### Material for this task ###
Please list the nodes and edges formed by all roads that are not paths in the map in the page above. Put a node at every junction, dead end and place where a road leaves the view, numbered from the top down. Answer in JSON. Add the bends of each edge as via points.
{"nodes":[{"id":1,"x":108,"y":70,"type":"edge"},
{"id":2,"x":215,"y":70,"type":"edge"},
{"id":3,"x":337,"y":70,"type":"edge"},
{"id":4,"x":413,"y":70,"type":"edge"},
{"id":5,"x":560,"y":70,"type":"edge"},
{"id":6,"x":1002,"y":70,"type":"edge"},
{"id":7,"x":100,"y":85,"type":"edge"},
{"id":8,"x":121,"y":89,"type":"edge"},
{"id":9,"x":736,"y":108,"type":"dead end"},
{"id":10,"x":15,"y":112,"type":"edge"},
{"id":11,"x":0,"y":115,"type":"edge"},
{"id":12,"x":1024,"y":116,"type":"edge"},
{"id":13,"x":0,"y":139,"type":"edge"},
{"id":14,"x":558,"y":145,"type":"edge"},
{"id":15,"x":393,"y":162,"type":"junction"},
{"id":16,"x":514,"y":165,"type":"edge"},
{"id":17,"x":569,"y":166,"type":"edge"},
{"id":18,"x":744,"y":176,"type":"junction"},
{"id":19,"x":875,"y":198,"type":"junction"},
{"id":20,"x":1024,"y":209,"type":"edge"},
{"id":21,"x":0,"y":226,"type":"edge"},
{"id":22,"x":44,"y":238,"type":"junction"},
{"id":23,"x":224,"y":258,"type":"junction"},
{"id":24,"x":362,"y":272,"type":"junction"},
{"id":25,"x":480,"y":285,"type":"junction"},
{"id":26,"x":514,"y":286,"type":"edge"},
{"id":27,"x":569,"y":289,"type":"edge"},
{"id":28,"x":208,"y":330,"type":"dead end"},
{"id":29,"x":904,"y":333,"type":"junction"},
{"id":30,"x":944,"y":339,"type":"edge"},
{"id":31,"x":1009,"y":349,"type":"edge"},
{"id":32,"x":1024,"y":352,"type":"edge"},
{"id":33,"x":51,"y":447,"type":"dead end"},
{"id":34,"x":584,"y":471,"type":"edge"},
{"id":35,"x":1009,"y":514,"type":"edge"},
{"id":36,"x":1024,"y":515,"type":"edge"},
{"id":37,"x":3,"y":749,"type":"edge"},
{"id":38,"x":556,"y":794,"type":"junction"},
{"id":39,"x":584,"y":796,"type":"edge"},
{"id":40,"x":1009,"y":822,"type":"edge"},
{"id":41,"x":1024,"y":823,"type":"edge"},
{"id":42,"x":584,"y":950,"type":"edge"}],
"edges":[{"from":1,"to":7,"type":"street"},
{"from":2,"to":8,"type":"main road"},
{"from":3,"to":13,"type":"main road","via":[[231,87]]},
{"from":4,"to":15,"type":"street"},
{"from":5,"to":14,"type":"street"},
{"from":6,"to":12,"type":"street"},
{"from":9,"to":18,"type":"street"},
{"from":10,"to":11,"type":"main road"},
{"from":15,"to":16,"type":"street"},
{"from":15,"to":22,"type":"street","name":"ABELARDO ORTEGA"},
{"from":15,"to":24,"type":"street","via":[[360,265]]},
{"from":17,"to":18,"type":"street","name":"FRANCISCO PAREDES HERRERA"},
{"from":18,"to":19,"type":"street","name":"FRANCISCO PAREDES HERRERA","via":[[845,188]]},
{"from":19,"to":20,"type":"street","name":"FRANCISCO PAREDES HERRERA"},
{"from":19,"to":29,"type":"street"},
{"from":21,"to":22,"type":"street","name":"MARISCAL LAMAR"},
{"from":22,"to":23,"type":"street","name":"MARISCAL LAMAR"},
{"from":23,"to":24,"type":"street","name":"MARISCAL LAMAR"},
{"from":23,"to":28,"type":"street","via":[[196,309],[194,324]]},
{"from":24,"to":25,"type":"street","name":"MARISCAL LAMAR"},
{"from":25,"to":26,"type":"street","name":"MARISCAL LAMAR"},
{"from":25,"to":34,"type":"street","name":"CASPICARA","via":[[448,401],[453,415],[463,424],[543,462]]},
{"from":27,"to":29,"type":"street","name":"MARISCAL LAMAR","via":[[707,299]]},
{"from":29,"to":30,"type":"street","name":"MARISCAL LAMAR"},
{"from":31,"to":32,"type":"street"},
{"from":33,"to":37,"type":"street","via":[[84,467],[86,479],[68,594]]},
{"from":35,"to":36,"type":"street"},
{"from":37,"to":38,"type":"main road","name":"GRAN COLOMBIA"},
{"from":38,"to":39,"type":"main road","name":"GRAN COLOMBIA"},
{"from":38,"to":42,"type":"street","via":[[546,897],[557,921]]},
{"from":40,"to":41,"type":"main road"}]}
###
◆ Task statement
Your answer should consist of every record, restated exactly.

◆ Solution to the problem
Please list the nodes and edges formed by all roads that are not paths in the map in the page above. Put a node at every junction, dead end and place where a road leaves the view, numbered from the top down. Answer in JSON. Add the bends of each edge as via points.
{"nodes":[{"id":1,"x":108,"y":70,"type":"edge"},
{"id":2,"x":215,"y":70,"type":"edge"},
{"id":3,"x":337,"y":70,"type":"edge"},
{"id":4,"x":413,"y":70,"type":"edge"},
{"id":5,"x":560,"y":70,"type":"edge"},
{"id":6,"x":1002,"y":70,"type":"edge"},
{"id":7,"x":100,"y":85,"type":"edge"},
{"id":8,"x":121,"y":89,"type":"edge"},
{"id":9,"x":736,"y":108,"type":"dead end"},
{"id":10,"x":15,"y":112,"type":"edge"},
{"id":11,"x":0,"y":115,"type":"edge"},
{"id":12,"x":1024,"y":116,"type":"edge"},
{"id":13,"x":0,"y":139,"type":"edge"},
{"id":14,"x":558,"y":145,"type":"edge"},
{"id":15,"x":393,"y":162,"type":"junction"},
{"id":16,"x":514,"y":165,"type":"edge"},
{"id":17,"x":569,"y":166,"type":"edge"},
{"id":18,"x":744,"y":176,"type":"junction"},
{"id":19,"x":875,"y":198,"type":"junction"},
{"id":20,"x":1024,"y":209,"type":"edge"},
{"id":21,"x":0,"y":226,"type":"edge"},
{"id":22,"x":44,"y":238,"type":"junction"},
{"id":23,"x":224,"y":258,"type":"junction"},
{"id":24,"x":362,"y":272,"type":"junction"},
{"id":25,"x":480,"y":285,"type":"junction"},
{"id":26,"x":514,"y":286,"type":"edge"},
{"id":27,"x":569,"y":289,"type":"edge"},
{"id":28,"x":208,"y":330,"type":"dead end"},
{"id":29,"x":904,"y":333,"type":"junction"},
{"id":30,"x":944,"y":339,"type":"edge"},
{"id":31,"x":1009,"y":349,"type":"edge"},
{"id":32,"x":1024,"y":352,"type":"edge"},
{"id":33,"x":51,"y":447,"type":"dead end"},
{"id":34,"x":584,"y":471,"type":"edge"},
{"id":35,"x":1009,"y":514,"type":"edge"},
{"id":36,"x":1024,"y":515,"type":"edge"},
{"id":37,"x":3,"y":749,"type":"edge"},
{"id":38,"x":556,"y":794,"type":"junction"},
{"id":39,"x":584,"y":796,"type":"edge"},
{"id":40,"x":1009,"y":822,"type":"edge"},
{"id":41,"x":1024,"y":823,"type":"edge"},
{"id":42,"x":584,"y":950,"type":"edge"}],
"edges":[{"from":1,"to":7,"type":"street"},
{"from":2,"to":8,"type":"main road"},
{"from":3,"to":13,"type":"main road","via":[[231,87]]},
{"from":4,"to":15,"type":"street"},
{"from":5,"to":14,"type":"street"},
{"from":6,"to":12,"type":"street"},
{"from":9,"to":18,"type":"street"},
{"from":10,"to":11,"type":"main road"},
{"from":15,"to":16,"type":"street"},
{"from":15,"to":22,"type":"street","name":"ABELARDO ORTEGA"},
{"from":15,"to":24,"type":"street","via":[[360,265]]},
{"from":17,"to":18,"type":"street","name":"FRANCISCO PAREDES HERRERA"},
{"from":18,"to":19,"type":"street","name":"FRANCISCO PAREDES HERRERA","via":[[845,188]]},
{"from":19,"to":20,"type":"street","name":"FRANCISCO PAREDES HERRERA"},
{"from":19,"to":29,"type":"street"},
{"from":21,"to":22,"type":"street","name":"MARISCAL LAMAR"},
{"from":22,"to":23,"type":"street","name":"MARISCAL LAMAR"},
{"from":23,"to":24,"type":"street","name":"MARISCAL LAMAR"},
{"from":23,"to":28,"type":"street","via":[[196,309],[194,324]]},
{"from":24,"to":25,"type":"street","name":"MARISCAL LAMAR"},
{"from":25,"to":26,"type":"street","name":"MARISCAL LAMAR"},
{"from":25,"to":34,"type":"street","name":"CASPICARA","via":[[448,401],[453,415],[463,424],[543,462]]},
{"from":27,"to":29,"type":"street","name":"MARISCAL LAMAR","via":[[707,299]]},
{"from":29,"to":30,"type":"street","name":"MARISCAL LAMAR"},
{"from":31,"to":32,"type":"street"},
{"from":33,"to":37,"type":"street","via":[[84,467],[86,479],[68,594]]},
{"from":35,"to":36,"type":"street"},
{"from":37,"to":38,"type":"main road","name":"GRAN COLOMBIA"},
{"from":38,"to":39,"type":"main road","name":"GRAN COLOMBIA"},
{"from":38,"to":42,"type":"street","via":[[546,897],[557,921]]},
{"from":40,"to":41,"type":"main road"}]}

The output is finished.